The initial exercise price of each Series A Warrant issued in the Private Placement is $1.32 per share of Common Stock. The Series A Warrants are exercisable only following stockholder approval and expire five (5) years thereafter. The number of securities issuable under the Series A Warrant is subject to adjustment as described in more detail in the Series A Warrant. The Series A Warrant exercise price and the related number of shares of Common Stock issuable upon exercise are subject to a "reset" provision upon certain events and are subject to anti-dilution protection upon any subsequent transaction at a fixed price lower than the warrant exercise price then in effect, as more fully described in the Series A Warrant.

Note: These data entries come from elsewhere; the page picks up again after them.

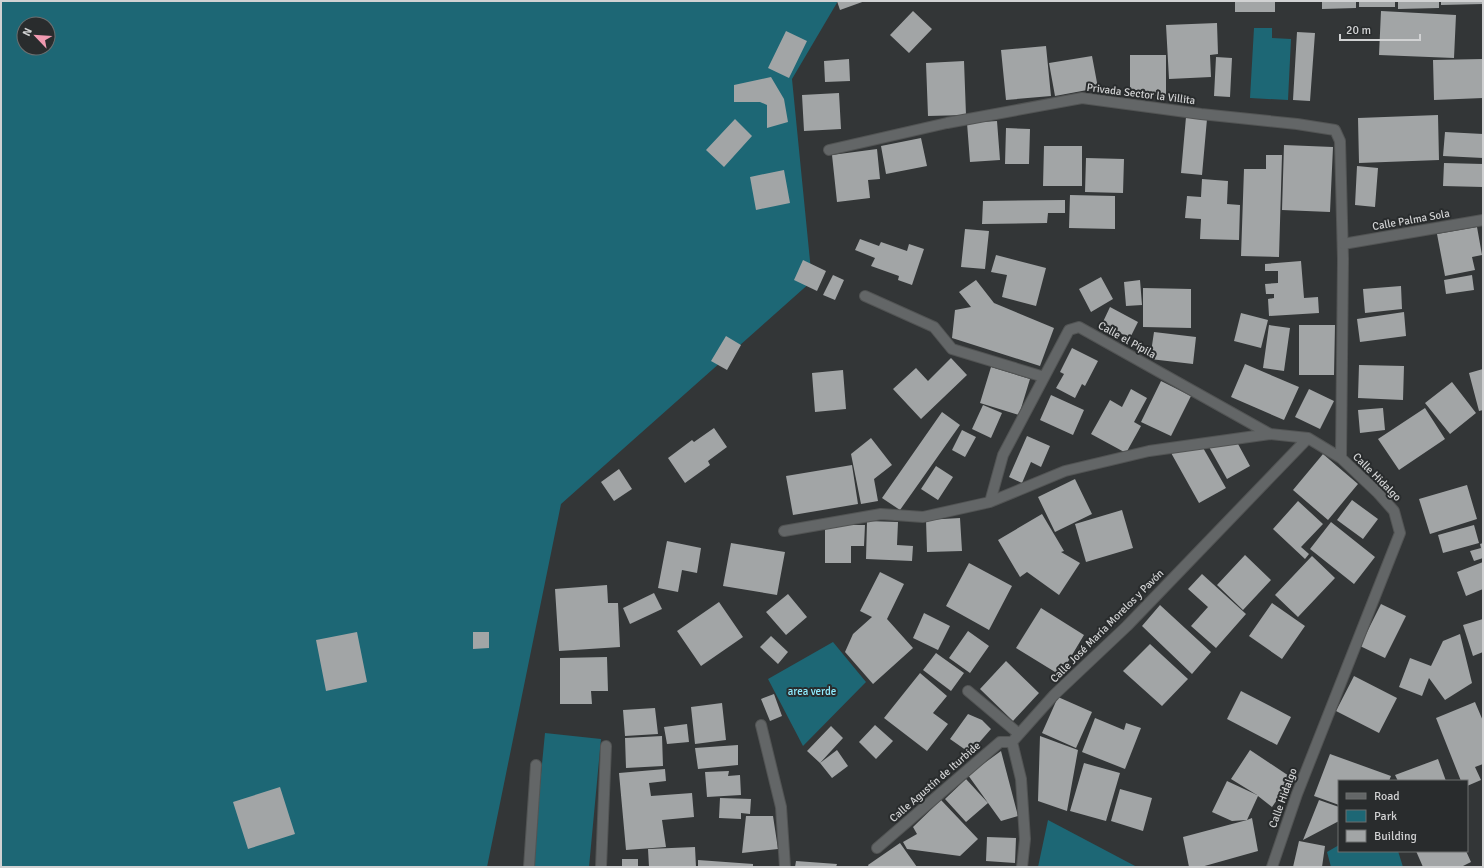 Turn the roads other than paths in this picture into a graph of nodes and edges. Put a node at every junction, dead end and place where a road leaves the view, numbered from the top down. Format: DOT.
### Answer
graph roads {
  1 [pos="1335,130"];
  2 [pos="829,150"];
  3 [pos="1483,220"];
  4 [pos="1343,244"];
  5 [pos="865,296"];
  6 [pos="1044,377"];
  7 [pos="1270,434"];
  8 [pos="1308,438"];
  9 [pos="1341,458"];
  10 [pos="990,502"];
  11 [pos="784,531"];
  12 [pos="968,691"];
  13 [pos="761,725"];
  14 [pos="1019,734"];
  15 [pos="1012,742"];
  16 [pos="606,746"];
  17 [pos="536,765"];
  18 [pos="877,848"];
  19 [pos="529,867"];
  20 [pos="601,867"];
  21 [pos="784,867"];
  22 [pos="1022,867"];
  23 [pos="1272,867"];
  1 -- 2 [label="street, Privada Sector la Villita"];
  1 -- 4 [label="street, Calle Hidalgo"];
  3 -- 4 [label="street, Calle Palma Sola"];
  4 -- 9 [label="street, Calle Hidalgo"];
  5 -- 6 [label="street"];
  6 -- 7 [label="street, Calle el Pípila"];
  6 -- 10 [label="street, Calle el Pípila"];
  7 -- 8 [label="street, Calle el Pípila"];
  7 -- 10 [label="street"];
  8 -- 9 [label="street, Calle el Pípila"];
  8 -- 14 [label="street, Calle José María Morelos y Pavón"];
  9 -- 23 [label="street, Calle Hidalgo"];
  10 -- 11 [label="street"];
  12 -- 14 [label="street"];
  13 -- 21 [label="street"];
  14 -- 15 [label="street, Calle José María Morelos y Pavón"];
  15 -- 18 [label="street, Calle Agustín de Iturbide"];
  15 -- 22 [label="street"];
  16 -- 20 [label="street"];
  17 -- 19 [label="street"];
} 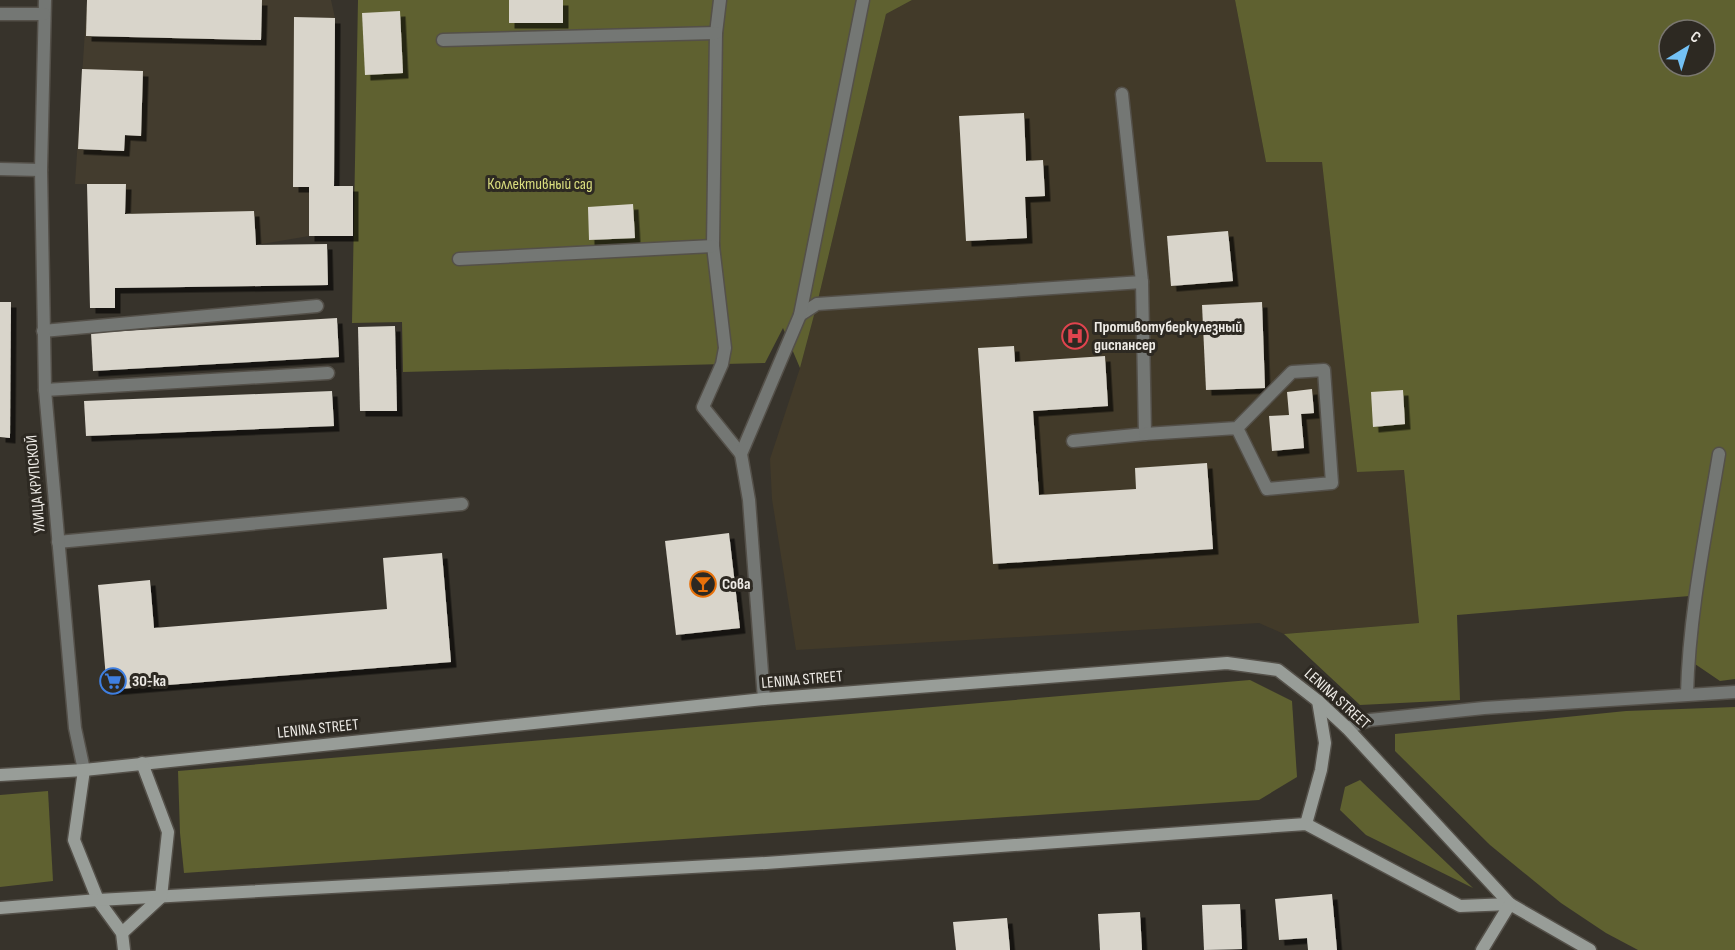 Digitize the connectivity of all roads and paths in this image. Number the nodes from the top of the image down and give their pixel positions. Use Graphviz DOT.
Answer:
graph roads {
  1 [pos="45,0"];
  2 [pos="720,0"];
  3 [pos="863,0"];
  4 [pos="0,14"];
  5 [pos="44,14"];
  6 [pos="716,33"];
  7 [pos="443,40"];
  8 [pos="1122,94"];
  9 [pos="0,169"];
  10 [pos="41,170"];
  11 [pos="713,246"];
  12 [pos="459,259"];
  13 [pos="1142,282"];
  14 [pos="317,306"];
  15 [pos="800,315"];
  16 [pos="43,331"];
  17 [pos="328,373"];
  18 [pos="45,390"];
  19 [pos="1237,428"];
  20 [pos="1145,434"];
  21 [pos="1073,441"];
  22 [pos="741,454"];
  23 [pos="1719,454"];
  24 [pos="462,504"];
  25 [pos="58,542"];
  26 [pos="1735,692"];
  27 [pos="1687,694"];
  28 [pos="764,699"];
  29 [pos="1318,701"];
  30 [pos="1347,728"];
  31 [pos="142,763"];
  32 [pos="84,770"];
  33 [pos="0,774"];
  34 [pos="1306,824"];
  35 [pos="161,897"];
  36 [pos="99,900"];
  37 [pos="1510,904"];
  38 [pos="0,908"];
  39 [pos="122,933"];
  40 [pos="124,950"];
  41 [pos="1482,950"];
  42 [pos="1590,950"];
  1 -- 5 [label="street, УЛИЦА КРУПСКОЙ"];
  2 -- 6 [label="street"];
  3 -- 15 [label="street"];
  4 -- 5 [label="street"];
  5 -- 10 [label="street, УЛИЦА КРУПСКОЙ"];
  6 -- 7 [label="street"];
  6 -- 11 [label="street"];
  8 -- 13 [label="street"];
  9 -- 10 [label="street"];
  10 -- 16 [label="street, УЛИЦА КРУПСКОЙ"];
  11 -- 12 [label="street"];
  11 -- 22 [label="street"];
  13 -- 15 [label="street"];
  13 -- 20 [label="street"];
  14 -- 16 [label="street"];
  15 -- 22 [label="street"];
  16 -- 18 [label="street, УЛИЦА КРУПСКОЙ"];
  17 -- 18 [label="street"];
  18 -- 25 [label="street, УЛИЦА КРУПСКОЙ"];
  19 -- 19 [label="street"];
  19 -- 20 [label="street"];
  20 -- 21 [label="street"];
  22 -- 28 [label="street"];
  23 -- 27 [label="street"];
  24 -- 25 [label="street"];
  25 -- 32 [label="street, УЛИЦА КРУПСКОЙ"];
  26 -- 27 [label="street"];
  27 -- 30 [label="street"];
  28 -- 29 [label="main road, LENINA STREET"];
  28 -- 31 [label="main road, LENINA STREET"];
  29 -- 30 [label="main road, LENINA STREET"];
  29 -- 34 [label="main road"];
  30 -- 37 [label="main road, LENINA STREET"];
  31 -- 32 [label="main road, LENINA STREET"];
  31 -- 35 [label="main road"];
  32 -- 33 [label="main road, LENINA STREET"];
  32 -- 36 [label="main road, УЛИЦА КРУПСКОЙ"];
  34 -- 35 [label="main road"];
  34 -- 37 [label="main road"];
  35 -- 36 [label="main road"];
  35 -- 39 [label="main road"];
  36 -- 38 [label="main road"];
  36 -- 39 [label="main road, УЛИЦА КРУПСКОЙ"];
  37 -- 41 [label="main road"];
  37 -- 42 [label="main road, LENINA STREET"];
  39 -- 40 [label="main road, УЛИЦА КРУПСКОЙ"];
} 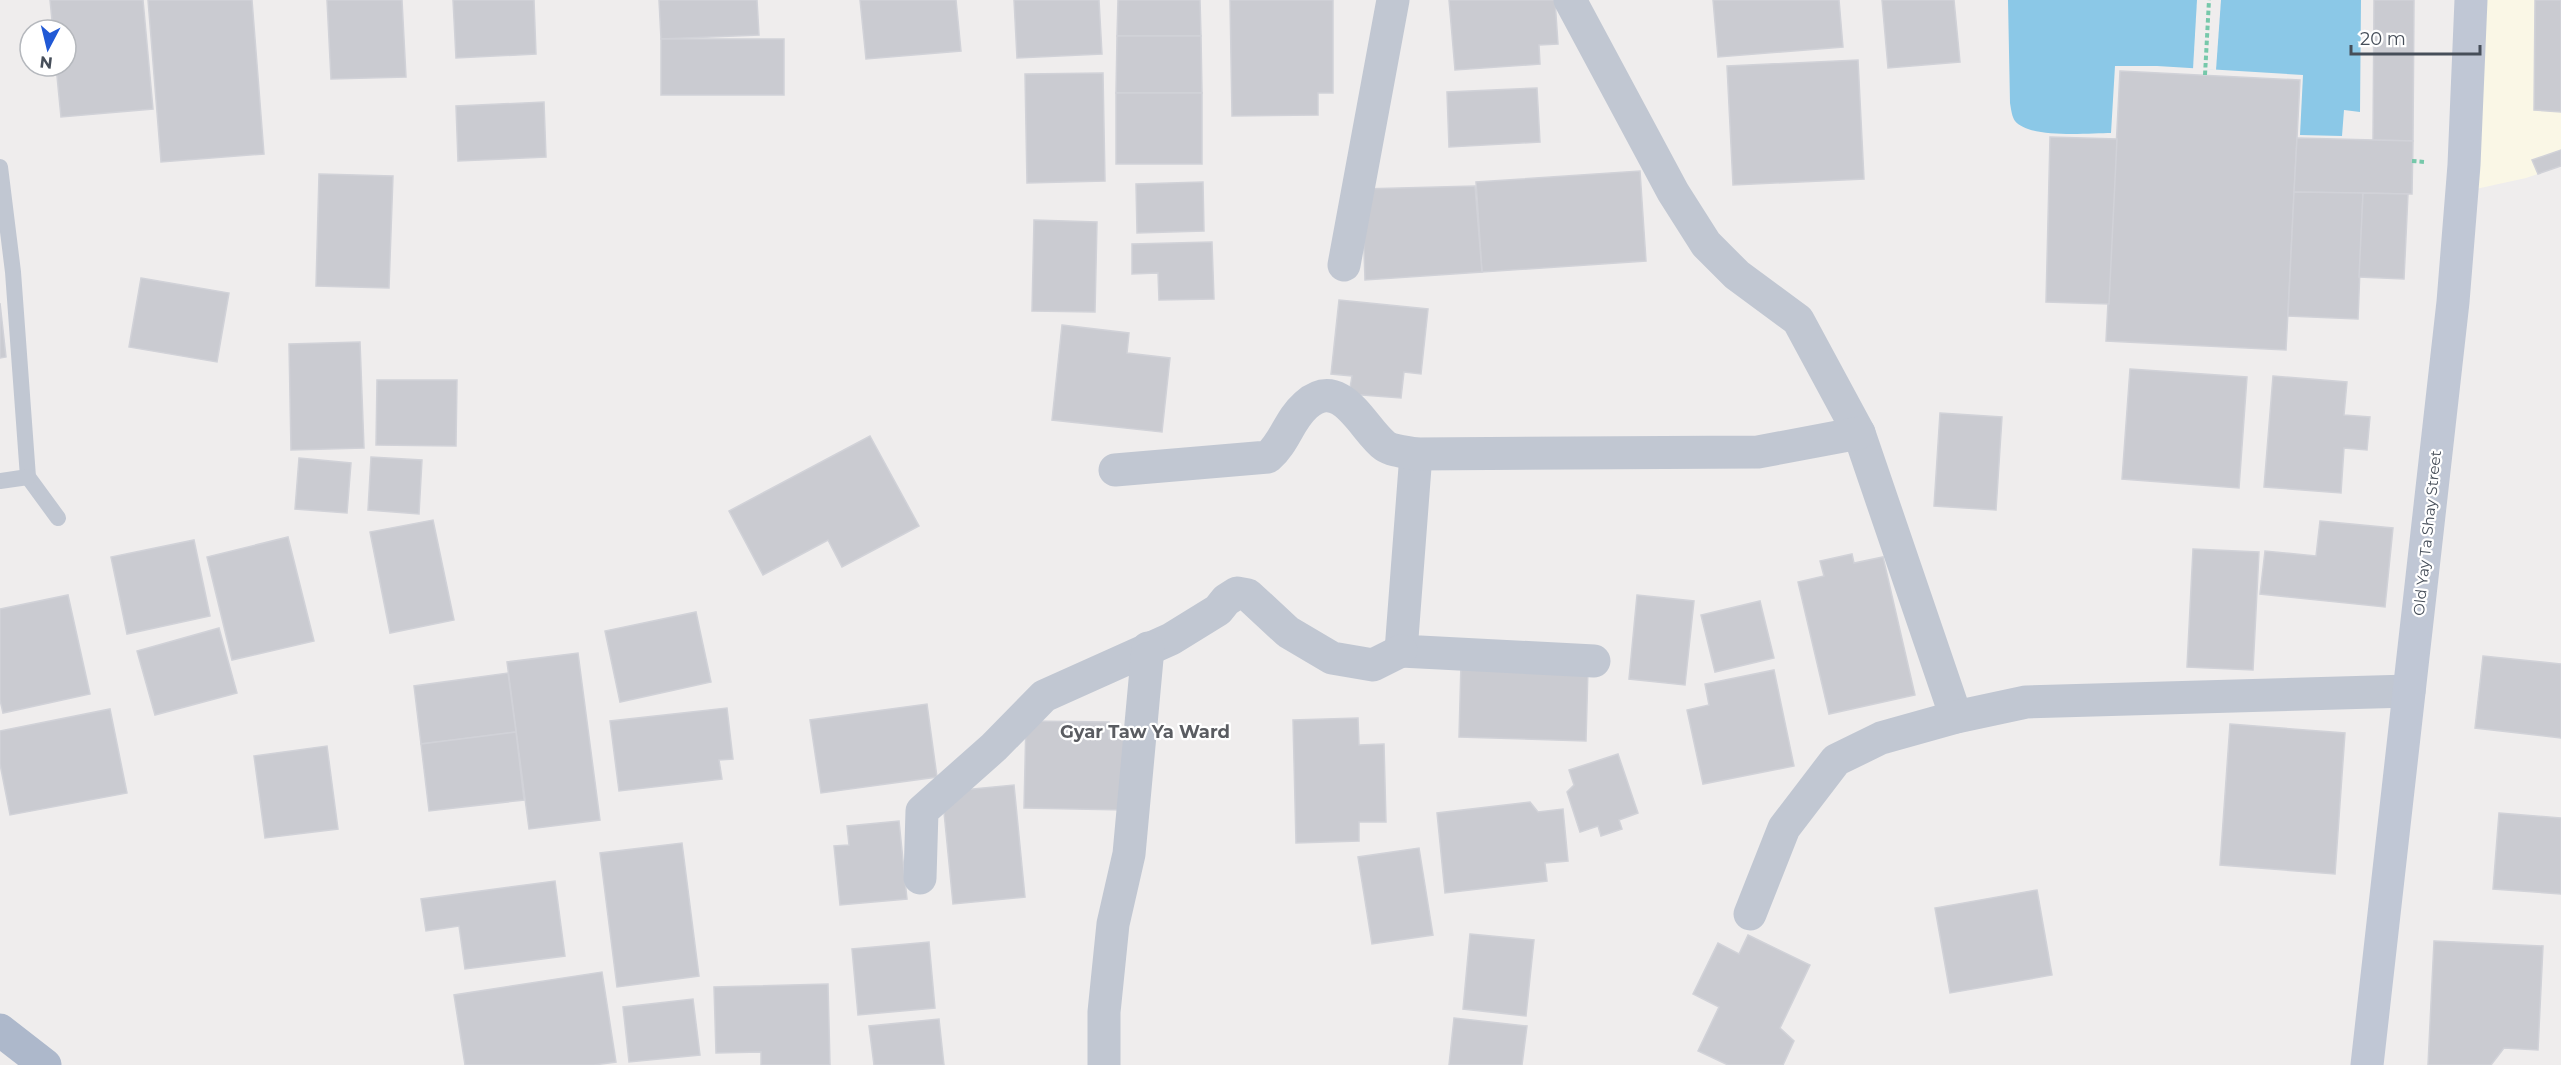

The initial exercise price of each Series B Warrant issued in the Private Placement is $1.98 per share of Common Stock or pursuant to an alternative cashless exercise option. The Series B Warrants are exercisable only following stockholder approval and expire two and one-half (2.5) years thereafter. The Series B Warrant exercise price and the related number of shares of Common Stock issuable upon exercise are subject to a "reset" provision upon certain events, as more fully described in the Series A Warrant, and the Series B Warrant alternative cashless exercise provision provides that the Series B Warrant can be exercised without further payment to the Company and for three times the number of shares of Common Stock then subject to the Series B Warrant.

The Prefunded Warrants will be exercisable from the date of issuance until exercised in full and may not be exercised to the extent that immediately following such exercise, the holder would beneficially own greater than 4.99% (or, at the election of the holder, greater than 9.99%) of the Company’s outstanding Common Stock.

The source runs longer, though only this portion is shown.